Records:
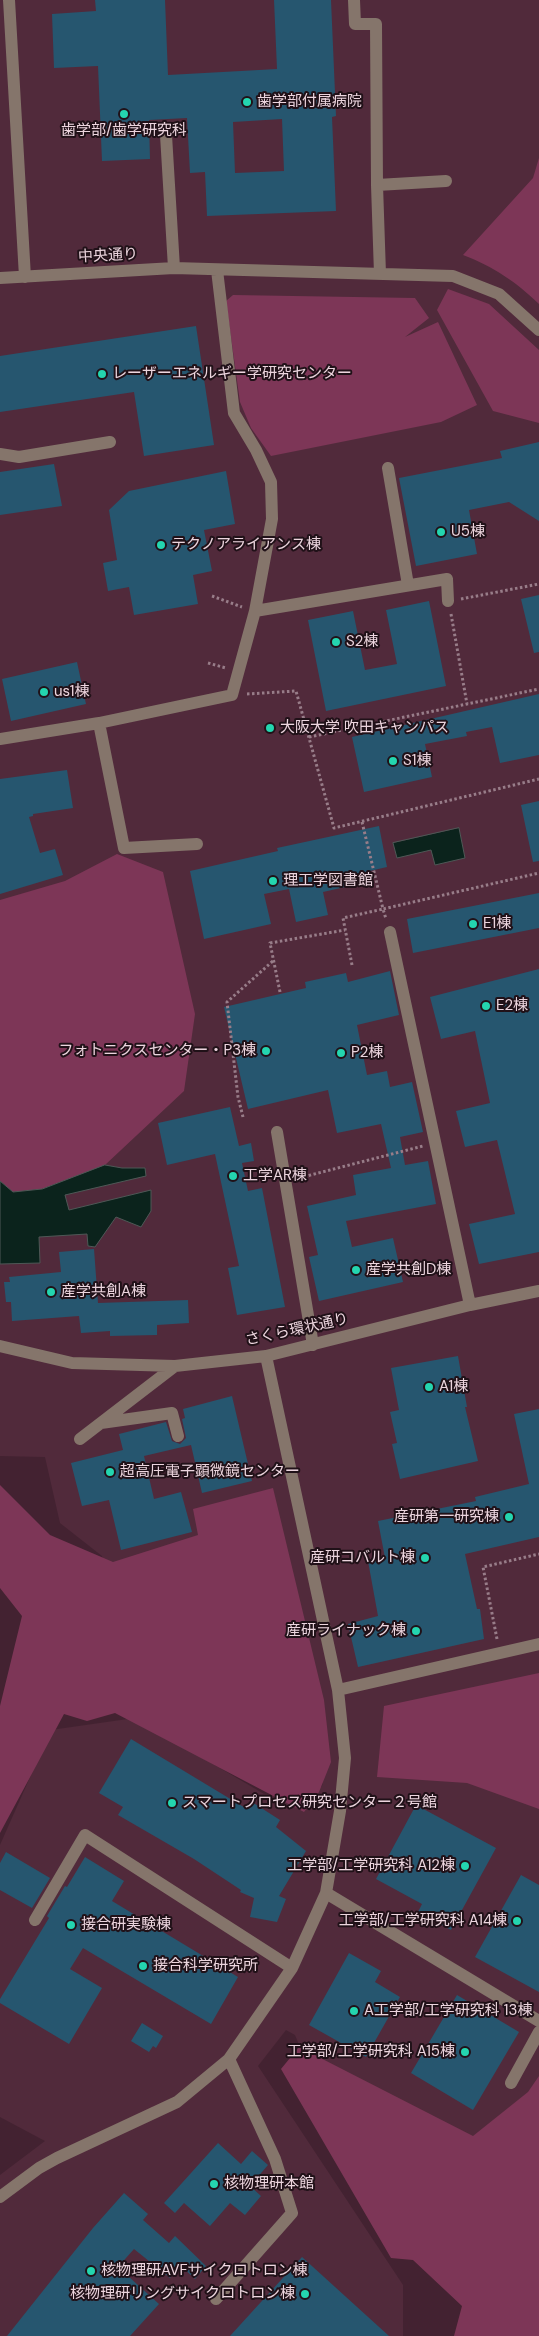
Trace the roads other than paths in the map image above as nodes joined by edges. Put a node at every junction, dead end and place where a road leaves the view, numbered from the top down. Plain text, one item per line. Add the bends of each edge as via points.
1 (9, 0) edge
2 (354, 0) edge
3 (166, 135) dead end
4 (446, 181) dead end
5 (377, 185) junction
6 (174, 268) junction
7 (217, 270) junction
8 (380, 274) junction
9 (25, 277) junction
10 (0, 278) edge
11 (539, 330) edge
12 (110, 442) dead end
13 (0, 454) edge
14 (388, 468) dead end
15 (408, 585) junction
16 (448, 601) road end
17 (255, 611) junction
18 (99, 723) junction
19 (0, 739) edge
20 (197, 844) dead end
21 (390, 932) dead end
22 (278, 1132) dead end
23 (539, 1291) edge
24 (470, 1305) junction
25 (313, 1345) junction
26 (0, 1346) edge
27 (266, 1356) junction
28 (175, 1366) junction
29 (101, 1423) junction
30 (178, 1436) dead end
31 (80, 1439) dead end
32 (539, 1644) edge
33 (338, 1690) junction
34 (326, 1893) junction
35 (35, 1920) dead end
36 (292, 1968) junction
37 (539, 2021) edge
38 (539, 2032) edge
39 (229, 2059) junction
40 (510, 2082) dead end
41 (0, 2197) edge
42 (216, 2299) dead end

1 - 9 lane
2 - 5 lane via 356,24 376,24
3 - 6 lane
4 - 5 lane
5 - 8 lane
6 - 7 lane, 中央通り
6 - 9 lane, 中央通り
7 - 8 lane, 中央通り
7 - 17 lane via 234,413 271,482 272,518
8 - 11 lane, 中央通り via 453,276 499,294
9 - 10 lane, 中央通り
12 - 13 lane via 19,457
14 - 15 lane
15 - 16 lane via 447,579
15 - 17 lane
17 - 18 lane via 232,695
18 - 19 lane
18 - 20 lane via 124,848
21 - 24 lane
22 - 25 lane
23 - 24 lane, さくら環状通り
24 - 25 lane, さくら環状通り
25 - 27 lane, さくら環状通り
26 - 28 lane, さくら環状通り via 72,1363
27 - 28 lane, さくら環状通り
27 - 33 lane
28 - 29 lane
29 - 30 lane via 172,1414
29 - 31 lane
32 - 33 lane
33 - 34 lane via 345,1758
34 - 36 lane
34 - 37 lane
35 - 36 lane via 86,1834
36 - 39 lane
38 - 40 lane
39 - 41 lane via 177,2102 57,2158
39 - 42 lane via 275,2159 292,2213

Task: The records above must be printed exactly, but the pictures they hold should be omitted.

The answer:
Trace the roads other than paths in the map image above as nodes joined by edges. Put a node at every junction, dead end and place where a road leaves the view, numbered from the top down. Plain text, one item per line. Add the bends of each edge as via points.
1 (9, 0) edge
2 (354, 0) edge
3 (166, 135) dead end
4 (446, 181) dead end
5 (377, 185) junction
6 (174, 268) junction
7 (217, 270) junction
8 (380, 274) junction
9 (25, 277) junction
10 (0, 278) edge
11 (539, 330) edge
12 (110, 442) dead end
13 (0, 454) edge
14 (388, 468) dead end
15 (408, 585) junction
16 (448, 601) road end
17 (255, 611) junction
18 (99, 723) junction
19 (0, 739) edge
20 (197, 844) dead end
21 (390, 932) dead end
22 (278, 1132) dead end
23 (539, 1291) edge
24 (470, 1305) junction
25 (313, 1345) junction
26 (0, 1346) edge
27 (266, 1356) junction
28 (175, 1366) junction
29 (101, 1423) junction
30 (178, 1436) dead end
31 (80, 1439) dead end
32 (539, 1644) edge
33 (338, 1690) junction
34 (326, 1893) junction
35 (35, 1920) dead end
36 (292, 1968) junction
37 (539, 2021) edge
38 (539, 2032) edge
39 (229, 2059) junction
40 (510, 2082) dead end
41 (0, 2197) edge
42 (216, 2299) dead end

1 - 9 lane
2 - 5 lane via 356,24 376,24
3 - 6 lane
4 - 5 lane
5 - 8 lane
6 - 7 lane, 中央通り
6 - 9 lane, 中央通り
7 - 8 lane, 中央通り
7 - 17 lane via 234,413 271,482 272,518
8 - 11 lane, 中央通り via 453,276 499,294
9 - 10 lane, 中央通り
12 - 13 lane via 19,457
14 - 15 lane
15 - 16 lane via 447,579
15 - 17 lane
17 - 18 lane via 232,695
18 - 19 lane
18 - 20 lane via 124,848
21 - 24 lane
22 - 25 lane
23 - 24 lane, さくら環状通り
24 - 25 lane, さくら環状通り
25 - 27 lane, さくら環状通り
26 - 28 lane, さくら環状通り via 72,1363
27 - 28 lane, さくら環状通り
27 - 33 lane
28 - 29 lane
29 - 30 lane via 172,1414
29 - 31 lane
32 - 33 lane
33 - 34 lane via 345,1758
34 - 36 lane
34 - 37 lane
35 - 36 lane via 86,1834
36 - 39 lane
38 - 40 lane
39 - 41 lane via 177,2102 57,2158
39 - 42 lane via 275,2159 292,2213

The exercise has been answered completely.